В начале фильма — долгий статичный план: небольшой парижский особняк, скрытый пышным кустом то ли боярышника, то ли сирени, кусок улицы, припаркованные машины… Ничего не происходит. Затем изображение начинает подергиваться, идет полосами, как на ускоренной перемотке, и мы понимаем, что это запись на видеокассете, подброшенной хозяевам того самого особнячка — благополучным буржуа и интеллектуалам. Жорж (Даниэль Отой) — ведущий телевизионных передач о новинках литературы; Анна (Жюльетт Бинош) — редактор в издательстве. Их сын, двенадцатилетний Пьеро, учится в школе и переживает обычные трудности пубертата. Типичная семья. Типичные представители среднего класса. Но сама мысль, что кто-то за ними наблюдает, мгновенно поселяет в душах обитателей дома тошнотворное чувство тревоги. Кто? Зачем? Что неизвестному от них нужно?
Дальше — больше. Кассеты начинают приходить, обернутые в “детские” рисунки: нелепая рожица, намалеванная углем; изо рта хлещет кровь. Это уже не шутки. Супруги обращаются в полицию. Но полиция отказывается заводить дело: подумаешь, рисунки! Подумаешь, снимают подъезд на видео. Состава преступления нет. Однако тревога не исчезает. И тут в сознании мужа мелькает догадка, кто этот враждебно настроенный чужой, вознамерившийся нарушить безопасное течение скучно-благополучной жизни: в коротком кадре-воспоминании на секунду появляется лицо несчастного арабского мальчика с забрызганным кровью лицом.

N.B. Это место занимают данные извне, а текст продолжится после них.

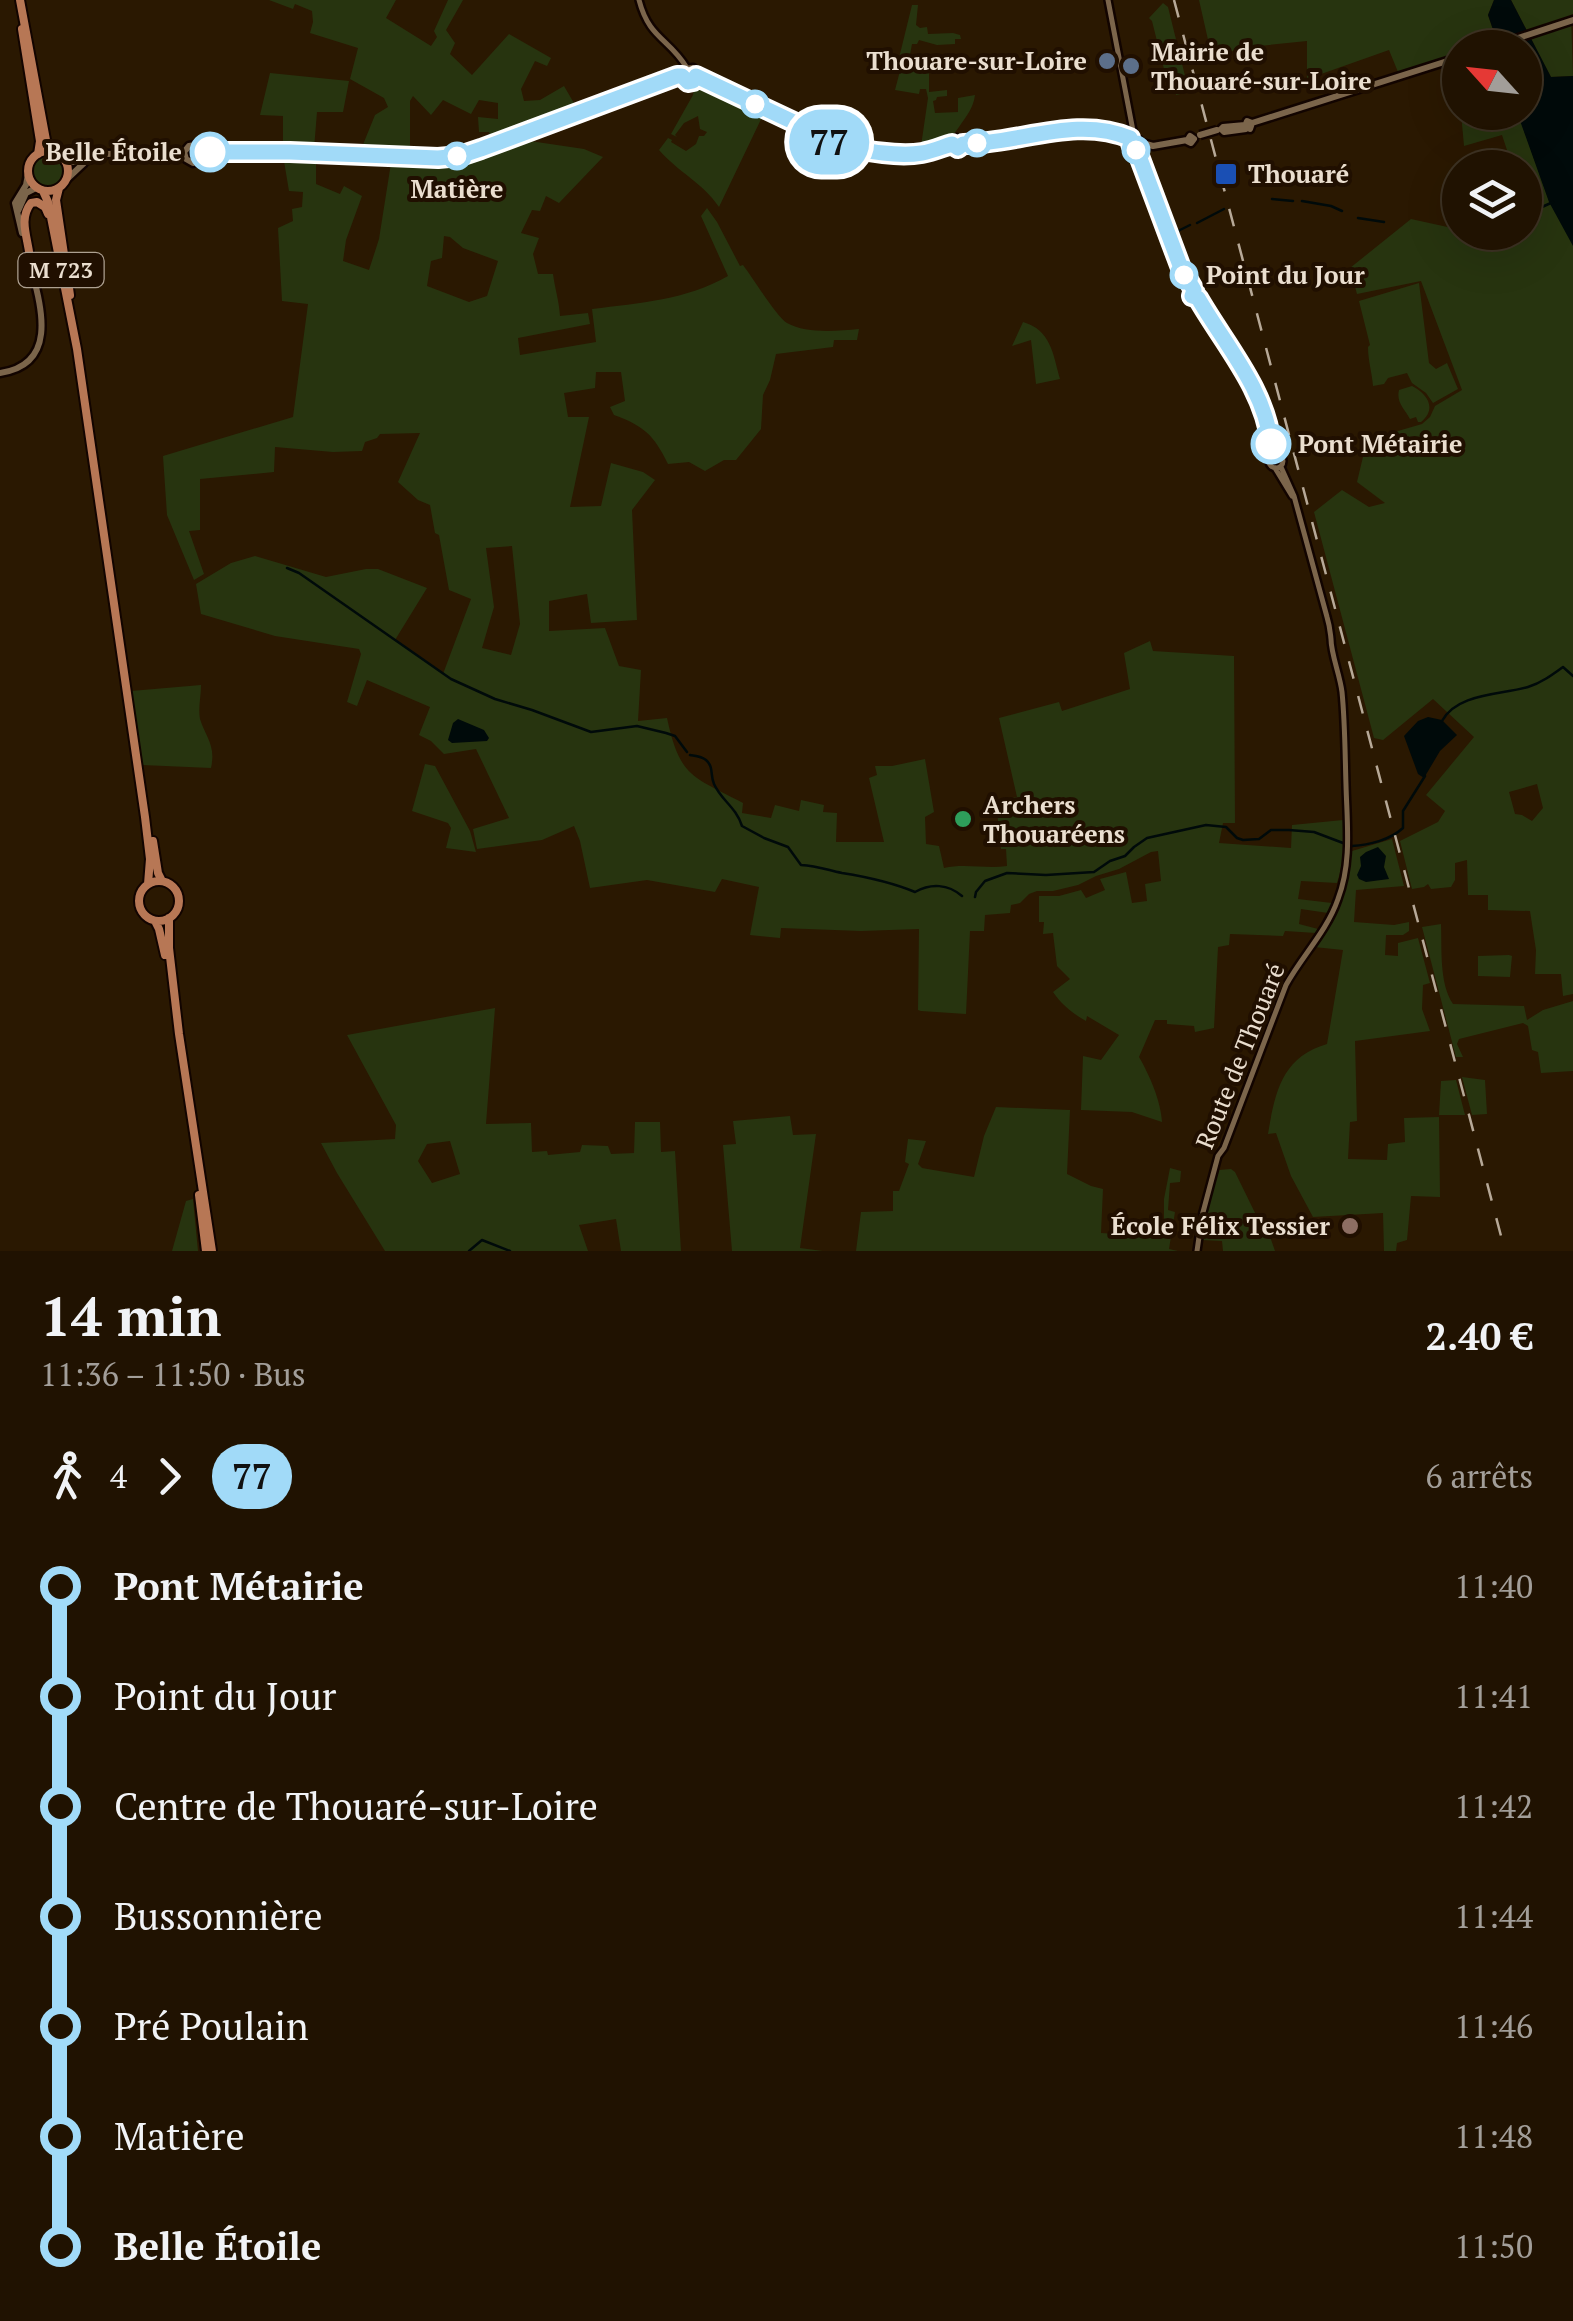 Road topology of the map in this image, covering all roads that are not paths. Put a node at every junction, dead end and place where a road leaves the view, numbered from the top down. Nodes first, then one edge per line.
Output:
1 (19, 0) edge
2 (639, 0) edge
3 (1108, 0) edge
4 (1573, 20) edge
5 (1542, 30) edge
6 (1442, 63) edge
7 (687, 68) junction
8 (682, 76) junction
9 (696, 76) junction
10 (1134, 140) junction
11 (184, 152) junction
12 (202, 152) junction
13 (38, 154) junction
14 (57, 154) junction
15 (90, 160) junction
16 (65, 162) junction
17 (28, 174) junction
18 (66, 180) junction
19 (59, 188) junction
20 (40, 189) junction
21 (18, 212) junction
22 (58, 254) junction
23 (30, 262) junction
24 (77, 349) junction
25 (0, 374) edge
26 (1275, 455) junction
27 (1278, 468) junction
28 (134, 744) junction
29 (162, 882) junction
30 (148, 884) junction
31 (169, 918) junction
32 (155, 921) junction
33 (179, 1034) junction
34 (209, 1251) edge
35 (1197, 1251) edge

1 - 13 main road
1 - 14 main road
2 - 7 street
3 - 10 street
4 - 5 main road
6 - 10 main road, bridge
7 - 8 main road
7 - 9 main road
8 - 9 main road
8 - 12 main road
9 - 10 main road
10 - 26 street
11 - 12 main road
11 - 12 main road
11 - 15 main road
13 - 14 main road
13 - 17 main road
14 - 16 main road
15 - 16 main road
15 - 18 main road
16 - 18 main road
17 - 20 main road
17 - 21 main road
18 - 19 main road
19 - 20 main road
19 - 24 main road, M 723
20 - 21 main road
20 - 22 main road, M 723
21 - 23 main road
22 - 23 main road
22 - 24 main road, M 723
23 - 25 main road
24 - 28 main road, M 723
26 - 27 street
26 - 27 street
27 - 35 street, Route de Thouaré
28 - 29 main road, M 723
28 - 30 main road, M 723
29 - 30 main road
29 - 31 main road
30 - 32 main road
31 - 32 main road
31 - 33 main road
32 - 33 main road
33 - 34 main road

Дальше, словно следуя подсказкам подсознания Жоржа, является очередная кассета, на которой заснят дом, где герой провел детство. Там до сих пор живет его мать (Анни Жирардо). Герой едет к матери, но о загадочных видеопосланиях ничего не рассказывает. Пытается, правда, поговорить об алжирском мальчике Маджиде, которого его родители когда-то хотели усыновить, но не усыновили. “Это плохое воспоминание”, — констатирует мать. Нет, она о Маджиде не вспоминает. Ее это не тревожит. Зато очень тревожит сына. Флешбек: жутковатая сцена, где этот самый юный алжирец отрубает голову петуху; обезглавленный петух носится по двору и долго бьется в агонии, а мальчик с топором надвигается на другого перепуганного мальчика, в лице которого угадываются черты взрослого Жоржа.